#### RECORDS PROVIDED
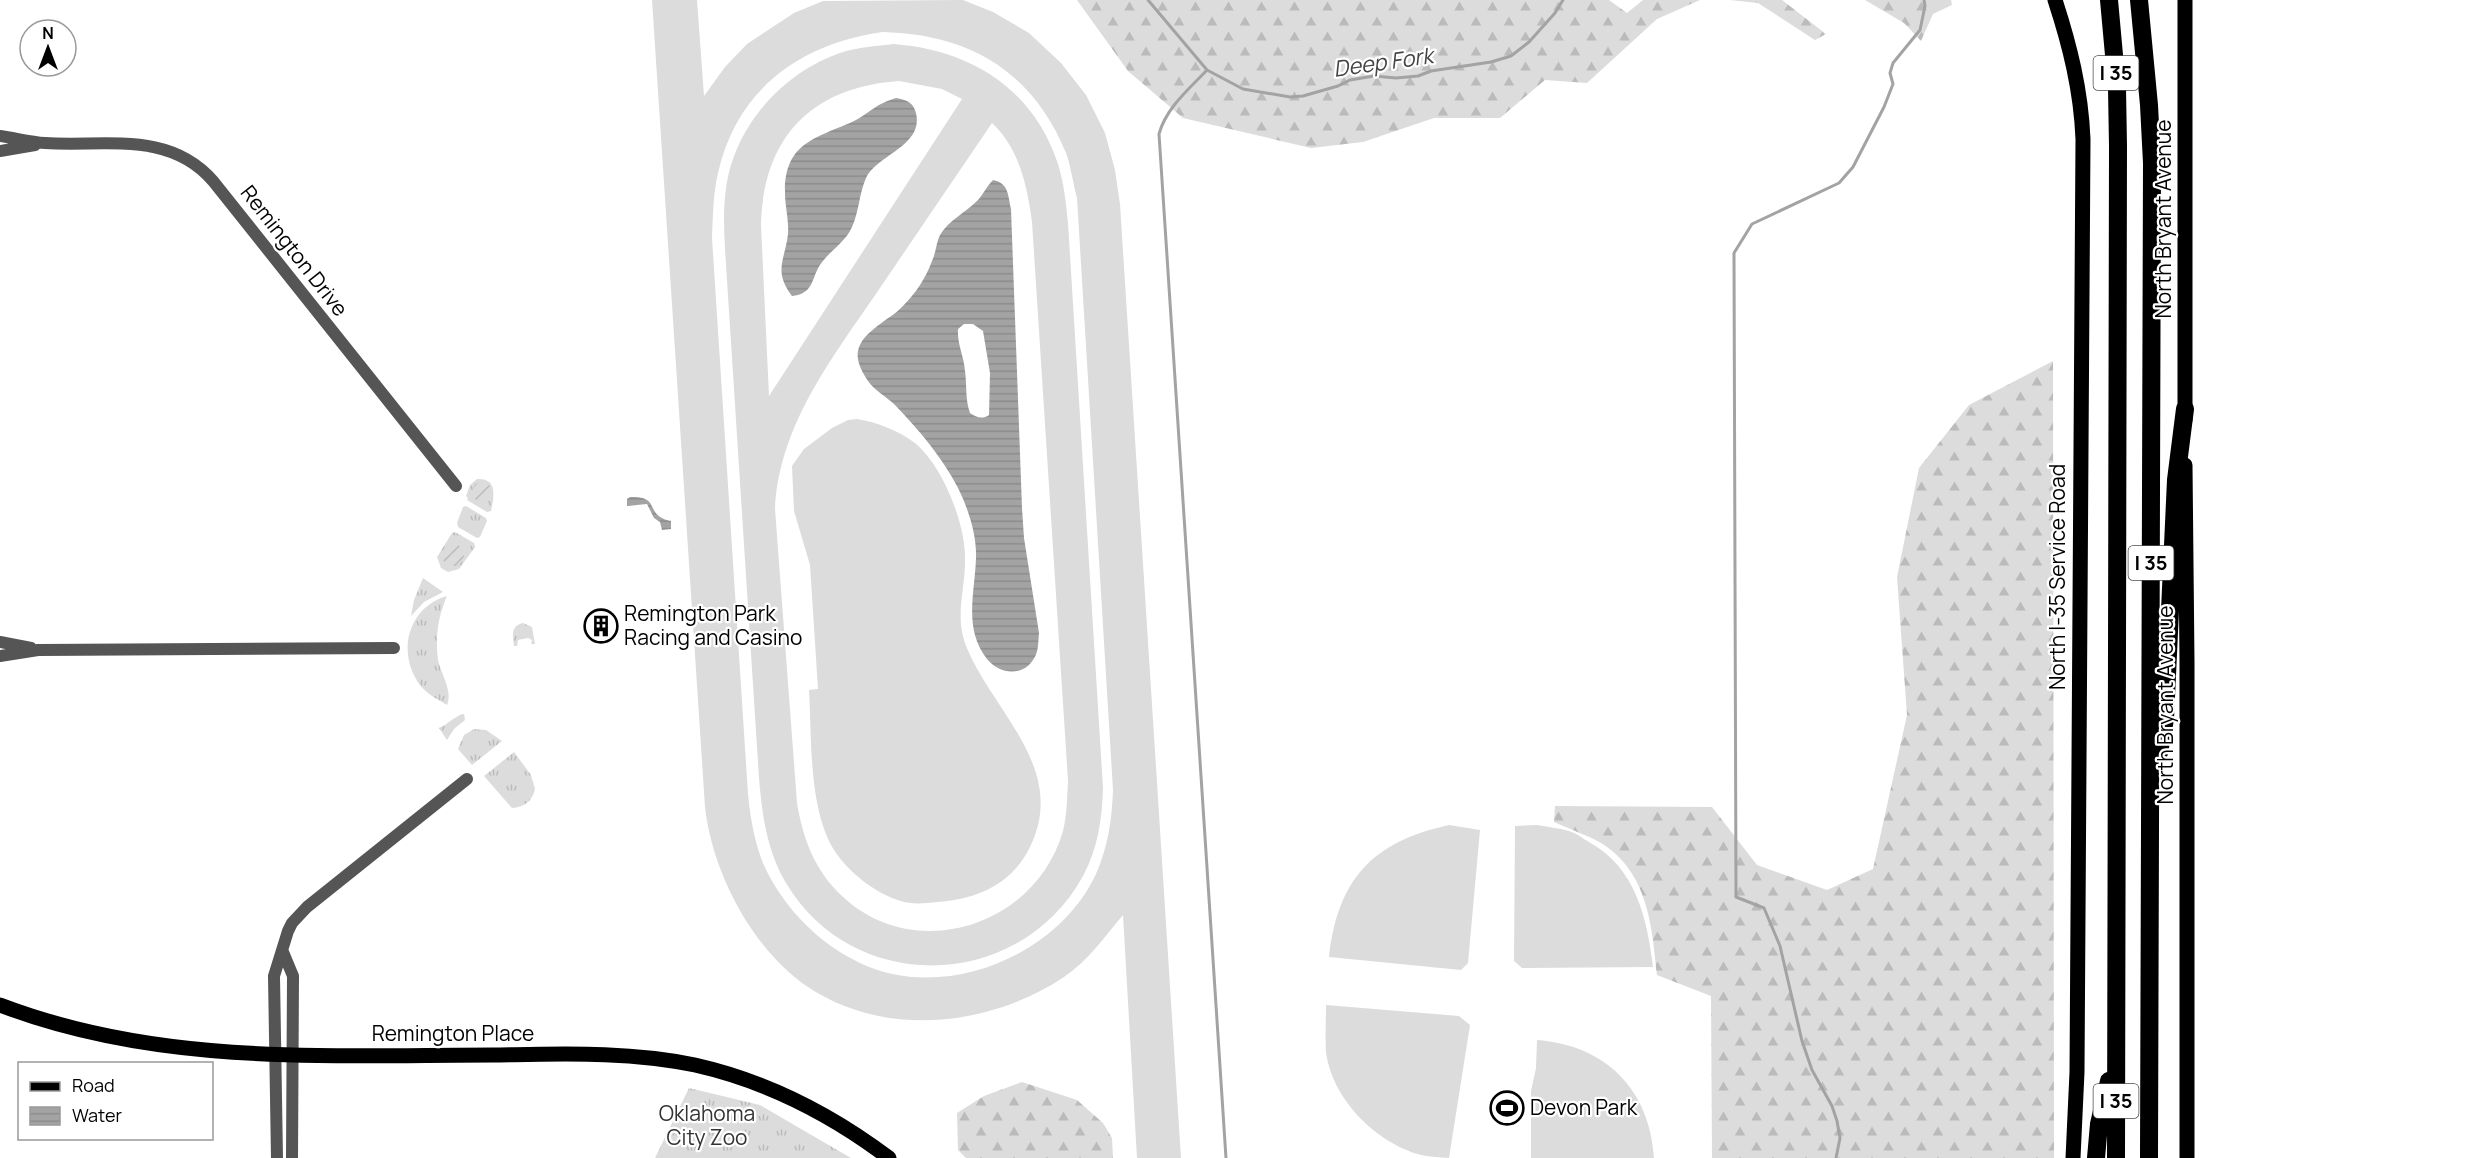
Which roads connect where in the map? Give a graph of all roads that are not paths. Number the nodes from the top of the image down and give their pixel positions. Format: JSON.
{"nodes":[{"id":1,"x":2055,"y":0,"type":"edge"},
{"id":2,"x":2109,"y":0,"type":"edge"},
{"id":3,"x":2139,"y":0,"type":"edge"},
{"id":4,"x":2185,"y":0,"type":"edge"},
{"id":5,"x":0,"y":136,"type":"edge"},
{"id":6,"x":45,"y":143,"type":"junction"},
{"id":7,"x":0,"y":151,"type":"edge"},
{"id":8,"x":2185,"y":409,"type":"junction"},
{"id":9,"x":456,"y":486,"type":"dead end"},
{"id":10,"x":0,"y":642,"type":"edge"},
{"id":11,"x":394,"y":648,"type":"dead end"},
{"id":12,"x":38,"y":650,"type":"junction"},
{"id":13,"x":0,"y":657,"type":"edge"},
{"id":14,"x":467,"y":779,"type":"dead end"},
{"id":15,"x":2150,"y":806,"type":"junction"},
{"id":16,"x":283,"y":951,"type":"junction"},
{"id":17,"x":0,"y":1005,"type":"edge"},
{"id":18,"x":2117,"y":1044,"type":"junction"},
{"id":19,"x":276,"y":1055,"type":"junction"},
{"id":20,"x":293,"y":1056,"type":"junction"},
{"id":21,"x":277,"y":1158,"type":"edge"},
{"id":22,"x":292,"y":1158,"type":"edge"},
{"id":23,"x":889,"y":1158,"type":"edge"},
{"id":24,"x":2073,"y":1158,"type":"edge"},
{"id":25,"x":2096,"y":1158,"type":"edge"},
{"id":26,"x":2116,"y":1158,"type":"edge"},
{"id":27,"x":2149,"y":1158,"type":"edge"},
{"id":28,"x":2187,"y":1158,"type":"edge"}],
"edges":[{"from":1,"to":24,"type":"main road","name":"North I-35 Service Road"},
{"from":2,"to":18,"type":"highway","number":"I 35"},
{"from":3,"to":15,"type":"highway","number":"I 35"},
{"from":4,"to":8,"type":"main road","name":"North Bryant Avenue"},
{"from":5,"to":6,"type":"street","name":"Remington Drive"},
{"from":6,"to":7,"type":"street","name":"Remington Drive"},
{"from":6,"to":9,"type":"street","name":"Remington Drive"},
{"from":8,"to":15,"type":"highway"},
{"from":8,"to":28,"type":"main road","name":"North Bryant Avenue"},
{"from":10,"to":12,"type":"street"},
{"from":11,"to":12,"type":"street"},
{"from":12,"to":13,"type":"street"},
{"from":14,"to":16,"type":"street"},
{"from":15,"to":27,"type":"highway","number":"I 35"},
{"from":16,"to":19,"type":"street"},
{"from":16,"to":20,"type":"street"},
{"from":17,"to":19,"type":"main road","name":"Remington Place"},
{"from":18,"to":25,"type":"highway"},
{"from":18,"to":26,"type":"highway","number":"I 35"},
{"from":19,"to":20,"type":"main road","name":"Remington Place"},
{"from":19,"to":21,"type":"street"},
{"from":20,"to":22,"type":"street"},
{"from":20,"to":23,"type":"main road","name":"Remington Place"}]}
########
EXERCISE GOAL:
Look through the data above and report every line in which "junction" appears.

EXERCISE OUTPUT:
{"id":6,"x":45,"y":143,"type":"junction"},
{"id":8,"x":2185,"y":409,"type":"junction"},
{"id":12,"x":38,"y":650,"type":"junction"},
{"id":15,"x":2150,"y":806,"type":"junction"},
{"id":16,"x":283,"y":951,"type":"junction"},
{"id":18,"x":2117,"y":1044,"type":"junction"},
{"id":19,"x":276,"y":1055,"type":"junction"},
{"id":20,"x":293,"y":1056,"type":"junction"},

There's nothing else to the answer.